Congressman Israel has always been an ardent supporter of HKNC, and as its local Representative, he is the Center’s prime point of contact. The Award acknowledges the hard work he and his office undertake in their constant advocacy on behalf of the Center and the American Deaf-Blind Community.
With its Washington advocacy group Davidoff Hutcher & Citron LLP, HKNC has worked to publicly elevate awareness of people who are deaf-blind to a national level, and to highlight their abilities to become fully integrated into American life.
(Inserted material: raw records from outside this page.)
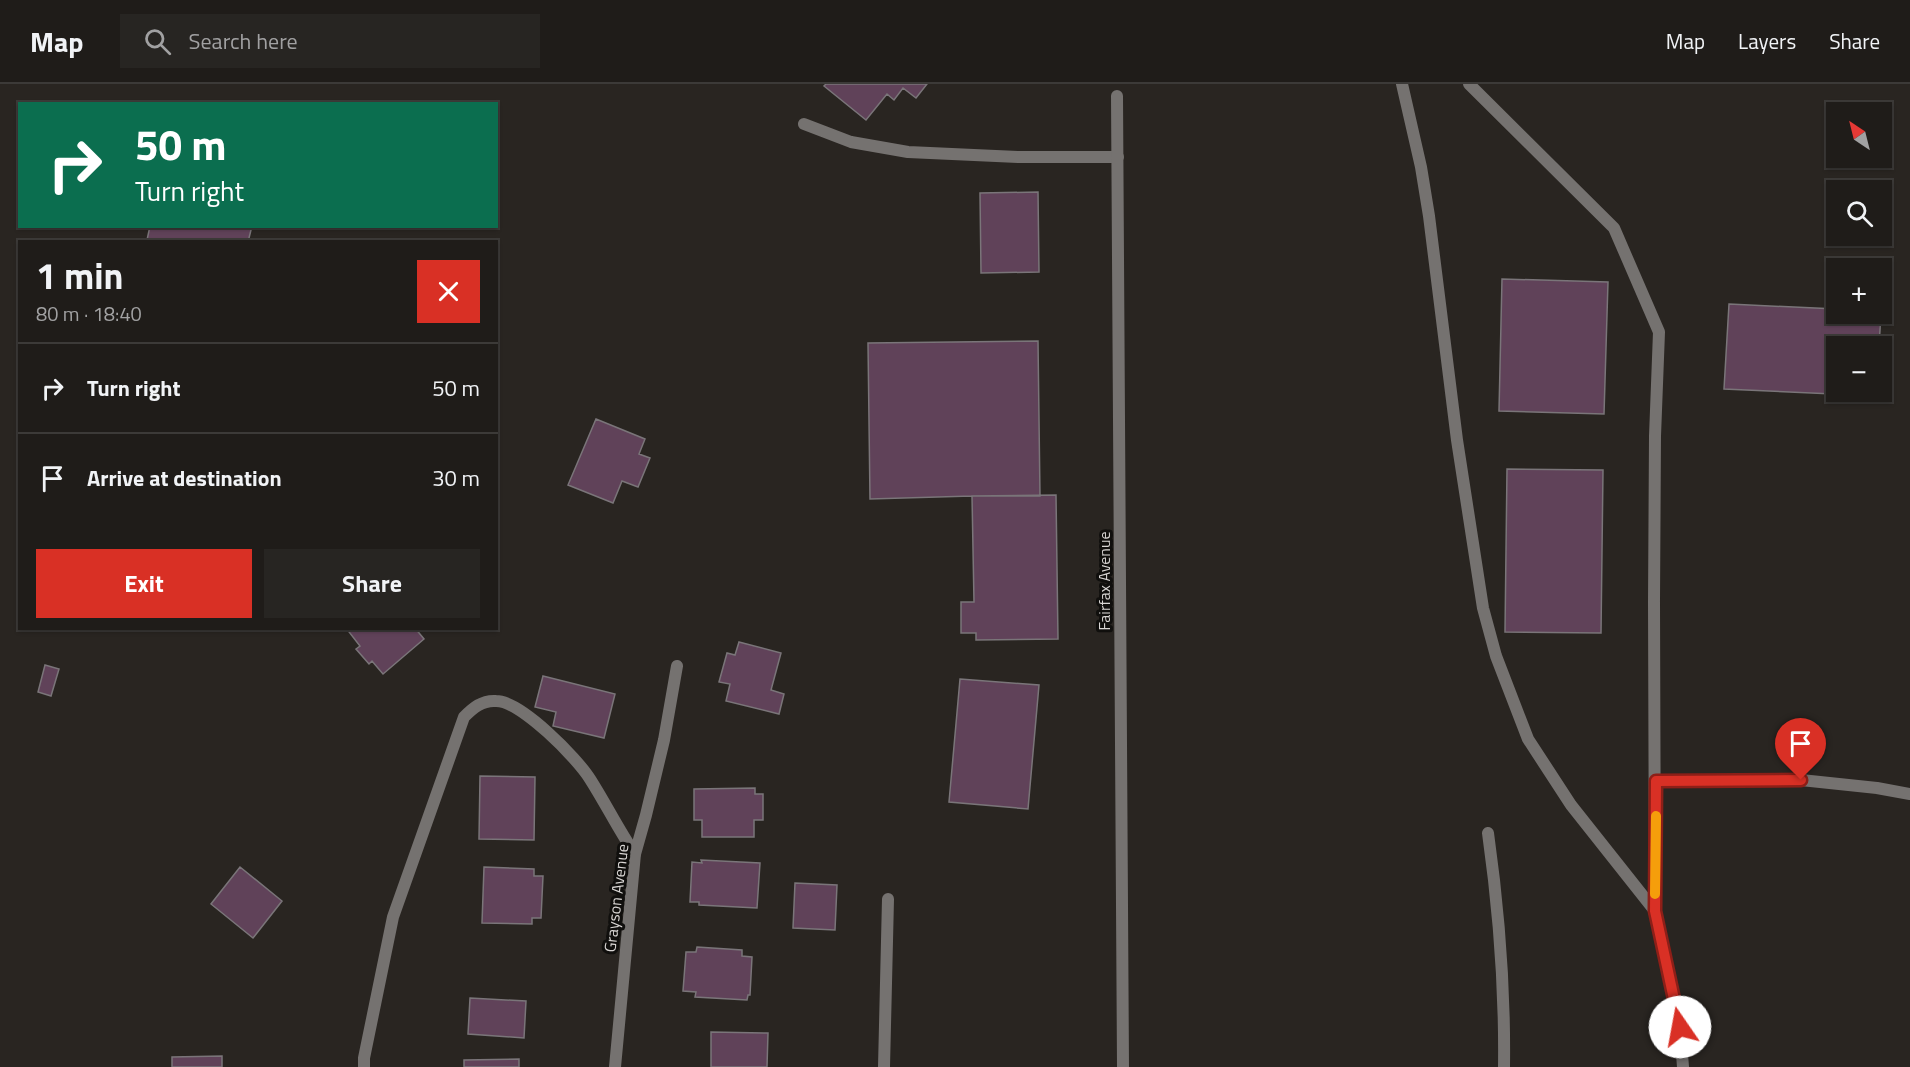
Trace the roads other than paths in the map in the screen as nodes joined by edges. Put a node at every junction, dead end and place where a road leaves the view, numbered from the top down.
1 (1402, 84) edge
2 (1469, 84) edge
3 (1117, 96) dead end
4 (804, 124) dead end
5 (1118, 157) junction
6 (677, 666) dead end
7 (1656, 781) junction
8 (1910, 794) edge
9 (1488, 833) dead end
10 (635, 854) junction
11 (888, 899) dead end
12 (1655, 911) junction
13 (364, 1067) edge
14 (615, 1067) edge
15 (884, 1067) edge
16 (1123, 1067) edge
17 (1504, 1067) edge
18 (1683, 1067) edge

1 - 12 street
2 - 7 street
3 - 5 street, Fairfax Avenue
4 - 5 street
5 - 16 street, Fairfax Avenue
6 - 10 street, Grayson Avenue
7 - 8 street
7 - 12 street
9 - 17 street
10 - 13 street
10 - 14 street, Grayson Avenue
11 - 15 street
12 - 18 street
About the Helen Keller National Center
The Helen Keller National Center for Deaf-Blind Youths and Adults(HKNC) is the only comprehensive national program that provides vocational and rehabilitation services exclusively to youths and adults who are deaf-blind. The residential-based training program, located at its headquarters in Sands Point, NY, provides assessment, short-term vocational and rehabilitation training (including employment, assistive technology, communication, orientation and mobility, independent living, creative arts, audiology, low vision, and support services) and assistance to consumers in locating employment, housing, and community resources in their home states.
Its Community Services Program provides community based assessment and training to individuals who are deaf-blind living in the NY metropolitan area. Field services include 11 regional offices and services to senior citizens. HKNC is a national resource for professionals in the field of deaf-blindness and provides training seminars both on campus and in the community. Professional internships are also available.
HKNC supports the National Family Association for Deaf-Blind and is a partner with the National Center on Deaf-Blindness and many other organizations across the country. HKNC also maintains a national registry of individuals who are deaf-blind.
The Helen Keller National Center for Deaf-Blind Youths & Adults is operated by Helen Keller Services for the Blind whose mission is to enable individuals who are blind, visually impaired, deaf-blind, and/or have combined hearing and vision loss to live, work, and thrive in their community of choice.